The USD/CAD exchange rate is still firmly stuck on a 1.28 ‘big figure’ where it has been for every single minute since mid-morning in North America on Monday, though it is now nearer the upper boundary of its recent trading range at 1.2880. GBP/CAD yesterday spiked a one-week high of 1.7980 but this morning is back down on a 1.78 ‘big figure’ but hasn’t now been back on a 1.80 ‘big figure’ for ten days.

Whilst most attention in bond markets has been in the United States, where ten-year yields of 3.03% are the highest since January 2014, they’ve also been rising in Canada too. Yields on two-year and five-year government debt have reached the highest since 2011, surging 120 basis points since June, keeping the differential with the US broadly stable. The market consensus is for two more rates increases, most likely in July and either in October or December, according to overnight swaps data, although Bank of Canada Governor Stephen Poloz appears in no rush to validate these expectations. “What I don’t want is for people to be spending this entire year asking me what I’m up to because inflation is above target… You need once in a while to remind people that there’s a range and that’s okay, the policy allows for this. We’re not violating our target in some way.”

Stats Canada yesterday released detailed figures on employment and earnings. Average weekly earnings of non-farm payroll employees were $997 in February, little changed from the previous month. Earnings were up 3.4% compared with 12 months earlier, largely the result of gains in the second half of 2017. Compared with 12 months earlier, average weekly earnings increased in 8 of the 10 largest industrial sectors, led by accommodation and food services. At the same time, earnings were little changed in health care and social assistance, as well as in manufacturing. Meantime, non-farm payroll employees worked an average of 32.7 hours per week in February, little changed from the previous month and up from 32.5 hours in February 2017. The Canadian Dollar opens in Europe this morning with USD/CAD in the high-1.28’s and GBP/CAD at 1.7930.

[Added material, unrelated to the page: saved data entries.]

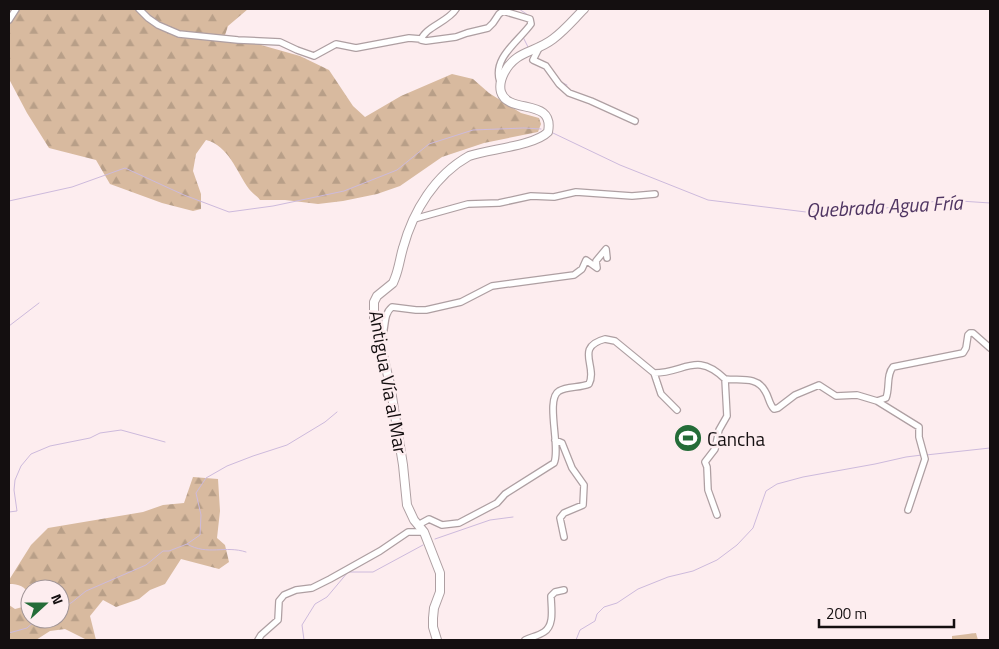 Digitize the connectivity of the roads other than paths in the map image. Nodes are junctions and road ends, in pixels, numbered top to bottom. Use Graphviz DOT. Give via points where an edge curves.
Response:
graph roads {
  1 [pos="16,9"];
  2 [pos="139,9"];
  3 [pos="456,9"];
  4 [pos="584,9"];
  5 [pos="9,20"];
  6 [pos="420,39"];
  7 [pos="540,46"];
  8 [pos="500,82"];
  9 [pos="635,121"];
  10 [pos="655,194"];
  11 [pos="414,219"];
  12 [pos="607,258"];
  13 [pos="379,342"];
  14 [pos="990,348"];
  15 [pos="654,373"];
  16 [pos="725,379"];
  17 [pos="877,401"];
  18 [pos="677,410"];
  19 [pos="555,440"];
  20 [pos="908,510"];
  21 [pos="717,515"];
  22 [pos="418,525"];
  23 [pos="424,532"];
  24 [pos="564,537"];
  25 [pos="564,590"];
  26 [pos="258,640"];
  27 [pos="438,640"];
  28 [pos="525,640"];
  1 -- 5 [label="street"];
  2 -- 6 [label="street" via="158,25 179,34 280,42 314,56 336,44 356,48 409,38"];
  3 -- 6 [label="street"];
  4 -- 7 [label="main road" via="553,39"];
  6 -- 8 [label="street" via="456,37 483,29 491,26 503,11 529,17 531,24 500,61"];
  7 -- 8 [label="main road" via="513,60"];
  7 -- 9 [label="street" via="533,60 546,66 570,94"];
  8 -- 11 [label="main road, Antigua Vía al Mar" via="501,93 508,100 535,108 545,115 548,132 532,140 478,153 461,161 428,192"];
  10 -- 11 [label="street" via="632,196 576,192 554,197 532,196 498,203 468,204"];
  11 -- 13 [label="main road, Antigua Vía al Mar" via="393,283 374,302"];
  12 -- 13 [label="street" via="606,249 596,261 597,268 586,260 574,276 492,286 461,302 426,310 392,307 387,311 384,335"];
  13 -- 22 [label="main road, Antigua Vía al Mar" via="390,384 407,505"];
  14 -- 17 [label="street" via="970,333 963,353 893,367 888,394"];
  15 -- 16 [label="street" via="702,365"];
  15 -- 18 [label="street" via="661,394"];
  15 -- 19 [label="street" via="612,340 594,344 588,354 592,374 589,384 559,390 555,396"];
  16 -- 17 [label="street" via="754,380 764,389 774,409 819,385 836,396 857,395"];
  16 -- 21 [label="street" via="727,416 719,430 715,449 705,462 708,490"];
  17 -- 20 [label="street" via="919,426 925,459"];
  19 -- 22 [label="street" via="554,463 496,503 451,525 430,519"];
  19 -- 24 [label="street" via="562,443 572,468 584,485 583,505 560,518"];
  22 -- 23 [label="main road, Antigua Vía al Mar"];
  23 -- 26 [label="street" via="408,532 324,582 284,595 279,602 276,623"];
  23 -- 27 [label="main road, Antigua Vía al Mar" via="440,578 433,618"];
  25 -- 28 [label="street" via="551,596 550,626"];
}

Hold the front page – the big news is that the New Zealand Dollar didn’t finish in bottom place on our one-day performance chart on Thursday! During the Asia session NZD/USD made a fresh low for 2018 just below 0.7060 and then rallied up to 0.7090 before slipping a quarter of a cent in to the New York close. Overnight, the pair is very slightly lower, though AUD/NZD is back down on a 1.06 handle meaning the NZD just pushes AUD into bottom spot early this Friday morning.

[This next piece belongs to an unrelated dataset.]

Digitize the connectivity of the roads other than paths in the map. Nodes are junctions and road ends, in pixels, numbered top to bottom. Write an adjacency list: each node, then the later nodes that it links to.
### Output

In economic news, Statistics NZ reported this morning that New Zealand’s goods trade deficit reached a near 10-year high in the March 2018 quarter. The goods trade shortfall reflects high fuel imports and a fall in dairy, meat, and forestry exports. In the March 2018 quarter, there was a seasonally adjusted goods trade deficit of $1.8 billion. Total seasonally adjusted imports were valued at $15.3 billion, down 0.1 percent in the March 2018 quarter, and total exports were valued at $13.5 billion, down 5.8 percent. The March 2018 quarter’s deficit was the largest since the June 2008 quarter, and the 16th consecutive quarterly deficit since the March 2014 quarter.

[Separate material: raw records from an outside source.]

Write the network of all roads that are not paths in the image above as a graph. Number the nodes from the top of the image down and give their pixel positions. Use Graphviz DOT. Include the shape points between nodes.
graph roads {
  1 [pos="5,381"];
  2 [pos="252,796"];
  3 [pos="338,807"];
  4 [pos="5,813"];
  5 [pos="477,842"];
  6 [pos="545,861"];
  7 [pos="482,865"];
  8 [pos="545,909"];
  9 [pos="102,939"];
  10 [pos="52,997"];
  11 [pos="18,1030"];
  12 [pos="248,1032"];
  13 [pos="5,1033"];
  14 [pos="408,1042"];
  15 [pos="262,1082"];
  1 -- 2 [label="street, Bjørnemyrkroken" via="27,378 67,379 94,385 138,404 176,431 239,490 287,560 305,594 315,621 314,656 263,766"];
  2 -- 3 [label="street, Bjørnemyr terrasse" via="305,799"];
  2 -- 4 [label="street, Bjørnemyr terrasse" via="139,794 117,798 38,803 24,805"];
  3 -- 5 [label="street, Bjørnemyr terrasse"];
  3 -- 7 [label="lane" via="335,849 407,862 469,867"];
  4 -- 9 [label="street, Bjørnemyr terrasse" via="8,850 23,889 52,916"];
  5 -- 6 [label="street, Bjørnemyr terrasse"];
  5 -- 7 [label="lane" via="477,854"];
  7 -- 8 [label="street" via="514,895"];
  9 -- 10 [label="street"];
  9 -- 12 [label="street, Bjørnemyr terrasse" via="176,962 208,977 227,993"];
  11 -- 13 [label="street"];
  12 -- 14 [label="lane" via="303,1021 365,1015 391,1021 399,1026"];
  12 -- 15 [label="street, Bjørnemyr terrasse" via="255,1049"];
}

The latest ANZ consumer confidence numbers show consumer confidence has dipped, although the analysts there note, “ the catalyst is not immediately clear.” The labour market is strong, wages look set to rise, and the housing market is relatively steady. The fall appears to reflect increased wariness of what the future may bring; perceived current conditions remain strongThe ANZ-Roy Morgan Consumer Confidence Index fell 7.5 points from 128.0 to 120.5 in April. This is just above the average of the series since its inception in 2004. The Current Conditions Index fell 5 points to 123.1 in April, while the Future Conditions Index fell 9 points to 118.7. The former is above average, the latter a touch below it, but both remain within the range prevailing over recent years. The Kiwi Dollar opens in London this morning at USD0.7055, with GBP/NZD around 1.9750.